Like several other New York City medical institutions, Einstein is building a new research center, scheduled for completion in 2008. NYU opened a new 13-story academic research building in May near 30th Street on the FDR Drive. The construction boom is raising questions about whether there will be enough money to support the facilities under the new NIH budget.

Yeshiva University, Albert Einstein’s parent, got $156 million in NIH grants in 2005.

Dr. Burakoff said NYU has already had success in recruiting new scientists and that through its seed money actually offers a three year protection plan for researchers to come and get going before they have to worry about securing an outside grant.

He said before the cuts some the institution had considered making the new research center even bigger. “I think now, we’re very happy that it’s not,” he said. “But who knows, that may change in five years.”

The CEO of Mount Sinai Hospital, Dr. Kenneth Davis, said while Mount Sinai has secured a 14% increase in NIH grants last year despite the increasingly competitive landscape, it has felt the effects of the cuts and is concerned about the coming years when it will be opening a new Upper East Side research center.

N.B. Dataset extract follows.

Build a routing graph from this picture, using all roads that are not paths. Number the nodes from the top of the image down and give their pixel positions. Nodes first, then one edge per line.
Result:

“We expect to open the doors on that building by 2012 and it is our hope that there will be a change in public policy,” said Dr. Davis, who is also the dean of the medical school.

“If this should persist to the time we open our new building and have to hire nearly 100 new scientists, it will be very serious problems for Mount Sinai,”he added.

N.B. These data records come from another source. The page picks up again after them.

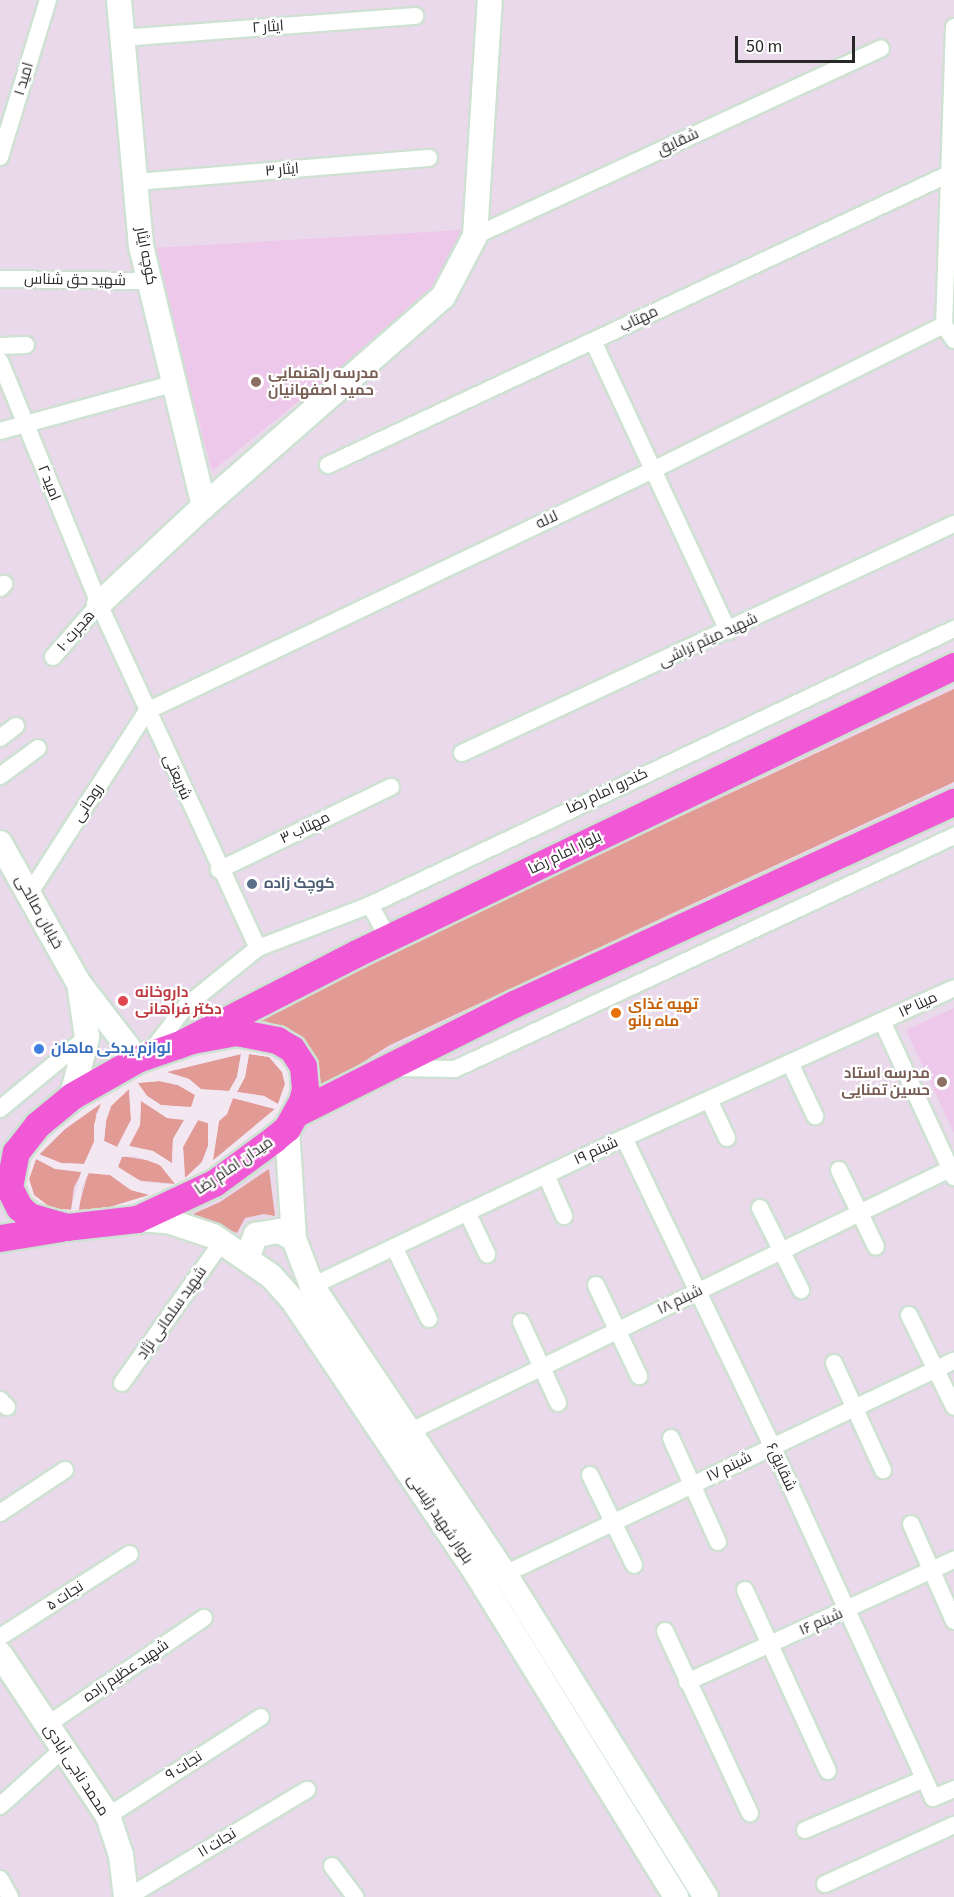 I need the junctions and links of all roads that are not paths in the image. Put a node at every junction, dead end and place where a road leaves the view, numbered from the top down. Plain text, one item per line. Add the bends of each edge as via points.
1 (48, 0) edge
2 (119, 0) edge
3 (489, 0) edge
4 (415, 16) dead end
5 (954, 27) edge
6 (122, 38) junction
7 (881, 48) dead end
8 (0, 157) edge
9 (429, 158) dead end
10 (949, 174) junction
11 (135, 182) junction
12 (475, 236) junction
13 (0, 279) edge
14 (150, 280) junction
15 (944, 324) junction
16 (954, 340) edge
17 (593, 341) junction
18 (26, 345) dead end
19 (0, 346) edge
20 (0, 361) edge
21 (175, 383) junction
22 (25, 424) junction
23 (0, 431) edge
24 (328, 465) dead end
25 (653, 470) junction
26 (204, 506) junction
27 (954, 525) edge
28 (99, 604) junction
29 (954, 629) edge
30 (728, 631) junction
31 (53, 657) dead end
32 (954, 666) edge
33 (147, 711) junction
34 (16, 726) dead end
35 (0, 738) edge
36 (38, 748) dead end
37 (462, 753) dead end
38 (0, 776) edge
39 (391, 787) dead end
40 (954, 802) edge
41 (954, 836) edge
42 (0, 843) edge
43 (219, 870) junction
44 (7, 871) edge
45 (29, 894) junction
46 (370, 905) junction
47 (389, 939) junction
48 (258, 948) junction
49 (78, 982) junction
50 (954, 988) edge
51 (882, 1021) junction
52 (87, 1037) junction
53 (178, 1045) junction
54 (143, 1057) junction
55 (790, 1063) junction
56 (392, 1068) junction
57 (72, 1096) junction
58 (709, 1100) junction
59 (0, 1109) edge
60 (815, 1116) dead end
61 (292, 1120) junction
62 (37, 1125) junction
63 (624, 1138) junction
64 (727, 1138) dead end
65 (0, 1149) edge
66 (839, 1170) dead end
67 (952, 1173) edge
68 (546, 1175) junction
69 (760, 1208) dead end
70 (467, 1212) junction
71 (860, 1213) junction
72 (564, 1216) dead end
73 (137, 1219) junction
74 (67, 1227) junction
75 (0, 1238) edge
76 (294, 1239) junction
77 (222, 1242) junction
78 (394, 1247) junction
79 (876, 1247) dead end
80 (782, 1251) junction
81 (487, 1254) dead end
82 (247, 1258) junction
83 (596, 1285) dead end
84 (312, 1287) junction
85 (801, 1290) dead end
86 (696, 1293) junction
87 (909, 1315) dead end
88 (429, 1319) dead end
89 (521, 1322) dead end
90 (619, 1330) junction
91 (954, 1361) edge
92 (834, 1363) dead end
93 (542, 1367) junction
94 (936, 1369) junction
95 (639, 1376) dead end
96 (122, 1383) dead end
97 (558, 1402) dead end
98 (855, 1407) junction
99 (954, 1407) edge
100 (411, 1431) junction
101 (671, 1438) dead end
102 (772, 1446) junction
103 (64, 1470) dead end
104 (883, 1470) dead end
105 (590, 1475) dead end
106 (692, 1484) junction
107 (0, 1513) edge
108 (612, 1522) junction
109 (911, 1524) dead end
110 (718, 1542) dead end
111 (130, 1554) dead end
112 (954, 1560) edge
113 (634, 1565) dead end
114 (932, 1570) junction
115 (505, 1574) junction
116 (746, 1590) dead end
117 (848, 1610) junction
118 (204, 1618) dead end
119 (954, 1621) edge
120 (665, 1631) dead end
121 (0, 1637) edge
122 (770, 1645) junction
123 (0, 1654) edge
124 (687, 1682) junction
125 (261, 1717) dead end
126 (47, 1725) junction
127 (63, 1749) junction
128 (828, 1772) dead end
129 (924, 1779) junction
130 (954, 1789) edge
131 (307, 1790) dead end
132 (0, 1806) edge
133 (750, 1813) dead end
134 (108, 1816) junction
135 (954, 1825) edge
136 (805, 1830) dead end
137 (332, 1866) dead end
138 (0, 1879) edge
139 (825, 1884) dead end
140 (673, 1896) edge
141 (10, 1897) edge
142 (127, 1897) edge
143 (355, 1897) edge
144 (706, 1897) edge

1 - 8 street, امید ۱
2 - 6 street, کوچه ایثار
3 - 12 street
4 - 6 street, ایثار ۲
5 - 10 street
6 - 11 street, کوچه ایثار
7 - 12 street, شقایق
9 - 11 street, ایثار ۳
10 - 15 street
10 - 17 street, مهتاب
11 - 14 street, کوچه ایثار via 141,246
12 - 26 street via 443,297 425,316
13 - 14 street, شهید حق شناس
14 - 21 street, کوچه ایثار
15 - 16 street
15 - 25 street, لاله
17 - 24 street, مهتاب
17 - 25 street
18 - 19 street
20 - 22 street, امید ۲
21 - 22 street
21 - 26 street, کوچه ایثار
22 - 23 street
22 - 28 street, امید ۲
25 - 30 street
25 - 33 street, لاله
26 - 28 street
27 - 30 street, شهید میثم تراشی
28 - 31 street, هجرت ۱۰
28 - 33 street, شریعتی
29 - 46 street, کندرو امام رضا
30 - 37 street, شهید میثم تراشی
32 - 47 main road, بلوار امام رضا
33 - 43 street, شریعتی
33 - 45 street, روحانی
34 - 35 street
36 - 38 street
39 - 43 street, مهتاب ۳
40 - 56 main road via 514,1004
41 - 56 street via 455,1069
42 - 44 street, خیابان صالحی
43 - 48 street, شریعتی
44 - 45 street, خیابان صالحی
45 - 49 street, خیابان صالحی
46 - 47 street
46 - 48 street, کندرو امام رضا
47 - 53 main road, بلوار امام رضا via 274,993
48 - 54 street, کندرو امام رضا via 186,1006
49 - 52 street
49 - 54 street
50 - 51 street, مینا ۱۴
51 - 55 street, شبنم ۱۹
51 - 67 street
52 - 57 street
52 - 59 street
53 - 54 main road, میدان امام رضا
53 - 61 main road, میدان امام رضا via 236,1032 265,1035 285,1044 299,1056 305,1078
54 - 57 main road, میدان امام رضا
55 - 58 street, شبنم ۱۹
55 - 60 street
56 - 61 main road
57 - 62 main road, میدان امام رضا
58 - 63 street, شبنم ۱۹
58 - 64 street
61 - 73 main road, میدان امام رضا via 214,1183
61 - 76 street, بلوار شهید رئیسی
62 - 65 main road
62 - 74 main road, میدان امام رضا via 16,1152 9,1187 28,1216
63 - 68 street, شبنم ۱۹
63 - 86 street, شقایق۶
66 - 71 street
67 - 71 street, شبنم ۱۸
68 - 70 street, شبنم ۱۹
68 - 72 street
69 - 80 street
70 - 78 street, شبنم ۱۹
70 - 81 street
71 - 79 street
71 - 80 street, شبنم ۱۸
73 - 74 main road, میدان امام رضا
73 - 77 street, بلوار شهید رئیسی via 168,1221
74 - 75 main road
76 - 82 street via 279,1231 256,1235
76 - 84 street, بلوار شهید رئیسی
77 - 82 street, بلوار شهید رئیسی
77 - 96 street, شهید سلمانی نژاد
78 - 84 street, شبنم ۱۹
78 - 88 street
80 - 85 street
80 - 86 street, شبنم ۱۸
82 - 140 street, بلوار شهید رئیسی via 292,1299 473,1568
83 - 90 street
84 - 100 street, بلوار شهید رئیسی
86 - 90 street, شبنم ۱۸
86 - 102 street, شقایق۶
87 - 94 street
89 - 93 street
90 - 93 street, شبنم ۱۸
90 - 95 street
91 - 94 street, شبنم ۱۷
92 - 98 street
93 - 97 street
93 - 100 street, شبنم ۱۸
94 - 98 street, شبنم ۱۷
94 - 99 street
98 - 102 street, شبنم ۱۷
98 - 104 street
100 - 115 street, بلوار شهید رئیسی
101 - 106 street
102 - 106 street, شبنم ۱۷
102 - 117 street, شقایق۶
103 - 107 street
105 - 108 street
106 - 108 street, شبنم ۱۷
106 - 110 street
108 - 113 street
108 - 115 street, شبنم ۱۷
109 - 114 street
111 - 121 street, نجات ۵
112 - 114 street, شبنم ۱۶
114 - 117 street, شبنم ۱۶
114 - 119 street
115 - 144 street, بلوار شهید رئیسی
116 - 122 street
117 - 122 street, شبنم ۱۶
117 - 129 street, شقایق۶
118 - 126 street, شهید عظیم زاده
120 - 124 street
122 - 124 street, شبنم ۱۶
122 - 128 street
123 - 126 street, محمد ناجی آبادی
124 - 133 street
125 - 134 street, نجات ۹
126 - 127 street, محمد ناجی آبادی
127 - 132 street
127 - 134 street, محمد ناجی آبادی
129 - 130 street, شقایق۶ via 933,1798
129 - 136 street
131 - 142 street, نجات ۱۱
134 - 142 street, محمد ناجی آبادی via 121,1855
135 - 139 street
137 - 143 street
138 - 141 street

Dr. Davis said the school’s NIH-funded M.D.-Ph.D. program was funded for fewer slots this year and that its Center for Minority Education, which gets funding from a federal, but non-NIH source, has been “virtually wiped out.”

“I’m concerned it will happen,” he said of scale-backs. “My hope is that Mount Sinai will work harder, will be more competitive, and in a very bad competitive environment will still be able to compete.”

He noted, “Even in successful laboratories, they will get less funding and that funding will buy less because the NIH budget is not keeping up with inflation.”

Mount Sinai got $174 million in NIH grants in 2005.

The NIH funding has been the source of much discussion in the medical research and nonprofit communities since Mr. Bush’s 2006 NIH budget freeze.

In May, Senator Specter, a Republican of Pennsylvania who backs a NIH boost, held a congressional hearing on the NIH budget. Doctors, nonprofit leaders, and others said the freeze would delay and jeopardize scientific breakthroughs.

The director of NIH, Dr. Elias Zerhouni, said at the meeting that he was trying to demonstrate that the research translates into savings for patients.

“We spend about $7,100 per American per year on health care costs. The total NIH spending, $95 per American per year, has to do something, must do something to change that picture and this is the vision of NIH,” Dr. Zerhouni told the committee.

The medical community seems to be holding its breath. Officials at New York-based research institutions are putting more time and energy into writing better grant applications and looking for money wherever they can find it. Memorial Sloan Kettering Cancer Center, which got $92 million in NIH funding in 2005, is raising $2 billion in private money to fund its new research building. But hospital executives say they are already maximizing philanthropy and that there is only so far that will go to make up the NIH shortfall.

Columbia, Cornell, Mount Sinai, Yeshiva, and NYU all rank among the top 50 NIH-grant-getting institutions nationwide. The top single grant recipient is Johns Hopkins, which received $607 million in NIH grants last year, and where Mayor Bloomberg has been an active supporter of public health research.